Severe asthma in childhood
© de Benedictis 2015
Published: 30 September 2015
In the majority of cases, asthma in children may be easily controlled by available drugs. However, a substantial subset exists who remain “difficult to treat”. The burden of the disease for these children is enormous in terms of quality of life, social problems, resources expenditure and mortality.
Over the last 15 years, several international committees have proposed different definitions for severe asthma. In order to revise such definition and provide guidance about the management of patients with severe asthma, a jointed ERS/ATS Task Force has recently published a document addressed to the specialists in respiratory medicine and allergy .
It is defined “severe”, asthma which requires treatment with guidelines suggested medications for GINA steps 4–5 asthma (high dose ICS and LABA or leukotriene modifier/theophylline) for the previous year or systemic CS foro 50% of the previous year to prevent it from becoming “uncontrolled” or which remains “uncontrolled” despite this therapy.

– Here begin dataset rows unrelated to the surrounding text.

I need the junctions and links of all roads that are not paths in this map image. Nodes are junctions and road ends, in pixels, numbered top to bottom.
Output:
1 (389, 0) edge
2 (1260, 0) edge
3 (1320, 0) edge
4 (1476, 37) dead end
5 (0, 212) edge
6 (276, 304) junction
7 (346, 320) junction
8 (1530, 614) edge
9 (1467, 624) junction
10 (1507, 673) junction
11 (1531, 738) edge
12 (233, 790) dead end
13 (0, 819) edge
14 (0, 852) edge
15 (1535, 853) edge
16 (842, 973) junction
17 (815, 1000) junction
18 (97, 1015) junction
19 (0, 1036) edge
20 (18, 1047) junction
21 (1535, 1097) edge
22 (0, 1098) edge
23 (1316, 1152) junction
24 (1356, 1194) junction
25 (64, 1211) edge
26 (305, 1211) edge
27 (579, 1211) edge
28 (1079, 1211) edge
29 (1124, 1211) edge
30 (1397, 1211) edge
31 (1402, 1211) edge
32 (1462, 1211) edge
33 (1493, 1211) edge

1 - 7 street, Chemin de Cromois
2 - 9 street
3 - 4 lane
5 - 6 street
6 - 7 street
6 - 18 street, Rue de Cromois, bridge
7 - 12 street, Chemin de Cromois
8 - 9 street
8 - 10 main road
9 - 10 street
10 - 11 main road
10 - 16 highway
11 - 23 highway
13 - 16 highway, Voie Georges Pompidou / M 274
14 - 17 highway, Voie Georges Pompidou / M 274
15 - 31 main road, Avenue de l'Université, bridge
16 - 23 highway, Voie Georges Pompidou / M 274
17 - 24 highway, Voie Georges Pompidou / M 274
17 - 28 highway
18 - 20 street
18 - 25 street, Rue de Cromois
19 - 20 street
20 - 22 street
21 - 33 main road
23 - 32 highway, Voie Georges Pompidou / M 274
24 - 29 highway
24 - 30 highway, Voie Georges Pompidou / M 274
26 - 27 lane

Uncontrolled asthma defined as at least one of the following: 1) Poor symptom control: ACQ consistently >1.5, ACT <20 (or “not well controlled” by NAEPP/GINA guidelines); 2) Frequent severe exacerbations: two or more bursts of systemic CS (>3 days each) in the previous year; 3) Serious exacerbations: at least one hospitalisation, ICU stay or mechanical ventilation in the previous year; 4) Airflow limitation: after appropriate bronchodilator withhold FEV1 <80% predicted (in the face of reduced FEV1/FVC defined as less than the lower limit of normal); 5) Controlled asthma that worsens on tapering of these high doses of ICS or systemic CS (or additional biologics).
Inherent in the definition of severe asthma is the exclusion of individuals who present with “difficult asthma” in whom appropriate diagnosis and/or treatment of confounders (comorbidity, adherence, psychosocial problems, etc.) improves their current condition. Therefore, it is recommended that patients presenting with “difficult asthma” have their asthma diagnosis confirmed and be evaluated by an asthma specialist for more than 3 months.
Patients with confirmed severe asthma should receive an individualised treatment plan after a detailed and invasive protocol of investigations. Therapeutic options can be divided into medications used in lower doses for children with less severe asthma, and those used in other paediatric diseases but not for asthma. Most treatments are unlicensed and the evidence base is poor. International collaborations, using standard protocols of investigation, will be essential if the mechanisms of severe therapy resistant asthma are to be understood, and evidence-based treatment delivered.